What you should do:
Every record must be reproduced exactly. Leave none out.
---------- The data ----------
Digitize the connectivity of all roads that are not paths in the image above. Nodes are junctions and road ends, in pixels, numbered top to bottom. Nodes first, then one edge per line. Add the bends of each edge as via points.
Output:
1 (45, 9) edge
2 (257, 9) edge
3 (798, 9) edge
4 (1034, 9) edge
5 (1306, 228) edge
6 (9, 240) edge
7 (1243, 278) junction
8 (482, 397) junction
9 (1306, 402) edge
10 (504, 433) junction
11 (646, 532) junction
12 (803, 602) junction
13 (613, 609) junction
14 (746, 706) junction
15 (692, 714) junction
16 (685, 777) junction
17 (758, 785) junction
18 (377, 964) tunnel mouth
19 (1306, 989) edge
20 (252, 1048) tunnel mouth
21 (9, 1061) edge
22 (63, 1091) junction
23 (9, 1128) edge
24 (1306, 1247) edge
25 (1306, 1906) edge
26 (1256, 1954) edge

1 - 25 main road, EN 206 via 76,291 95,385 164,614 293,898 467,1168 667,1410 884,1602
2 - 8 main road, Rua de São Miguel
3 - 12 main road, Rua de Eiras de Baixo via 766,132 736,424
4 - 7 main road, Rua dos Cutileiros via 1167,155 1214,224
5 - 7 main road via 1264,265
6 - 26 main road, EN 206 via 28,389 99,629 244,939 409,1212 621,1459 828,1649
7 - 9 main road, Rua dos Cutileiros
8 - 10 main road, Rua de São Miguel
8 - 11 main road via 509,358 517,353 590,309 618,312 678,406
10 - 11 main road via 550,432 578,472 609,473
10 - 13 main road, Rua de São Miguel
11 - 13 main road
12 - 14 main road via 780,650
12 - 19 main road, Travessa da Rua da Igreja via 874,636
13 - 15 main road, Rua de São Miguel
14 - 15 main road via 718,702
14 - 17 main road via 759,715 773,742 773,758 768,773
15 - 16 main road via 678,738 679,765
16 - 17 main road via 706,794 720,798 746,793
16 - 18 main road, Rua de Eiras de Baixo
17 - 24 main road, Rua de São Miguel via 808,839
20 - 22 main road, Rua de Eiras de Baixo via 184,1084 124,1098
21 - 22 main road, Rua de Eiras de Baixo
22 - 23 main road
----------
Solution to the problem:
Digitize the connectivity of all roads that are not paths in the image above. Nodes are junctions and road ends, in pixels, numbered top to bottom. Nodes first, then one edge per line. Add the bends of each edge as via points.
Output:
1 (45, 9) edge
2 (257, 9) edge
3 (798, 9) edge
4 (1034, 9) edge
5 (1306, 228) edge
6 (9, 240) edge
7 (1243, 278) junction
8 (482, 397) junction
9 (1306, 402) edge
10 (504, 433) junction
11 (646, 532) junction
12 (803, 602) junction
13 (613, 609) junction
14 (746, 706) junction
15 (692, 714) junction
16 (685, 777) junction
17 (758, 785) junction
18 (377, 964) tunnel mouth
19 (1306, 989) edge
20 (252, 1048) tunnel mouth
21 (9, 1061) edge
22 (63, 1091) junction
23 (9, 1128) edge
24 (1306, 1247) edge
25 (1306, 1906) edge
26 (1256, 1954) edge

1 - 25 main road, EN 206 via 76,291 95,385 164,614 293,898 467,1168 667,1410 884,1602
2 - 8 main road, Rua de São Miguel
3 - 12 main road, Rua de Eiras de Baixo via 766,132 736,424
4 - 7 main road, Rua dos Cutileiros via 1167,155 1214,224
5 - 7 main road via 1264,265
6 - 26 main road, EN 206 via 28,389 99,629 244,939 409,1212 621,1459 828,1649
7 - 9 main road, Rua dos Cutileiros
8 - 10 main road, Rua de São Miguel
8 - 11 main road via 509,358 517,353 590,309 618,312 678,406
10 - 11 main road via 550,432 578,472 609,473
10 - 13 main road, Rua de São Miguel
11 - 13 main road
12 - 14 main road via 780,650
12 - 19 main road, Travessa da Rua da Igreja via 874,636
13 - 15 main road, Rua de São Miguel
14 - 15 main road via 718,702
14 - 17 main road via 759,715 773,742 773,758 768,773
15 - 16 main road via 678,738 679,765
16 - 17 main road via 706,794 720,798 746,793
16 - 18 main road, Rua de Eiras de Baixo
17 - 24 main road, Rua de São Miguel via 808,839
20 - 22 main road, Rua de Eiras de Baixo via 184,1084 124,1098
21 - 22 main road, Rua de Eiras de Baixo
22 - 23 main road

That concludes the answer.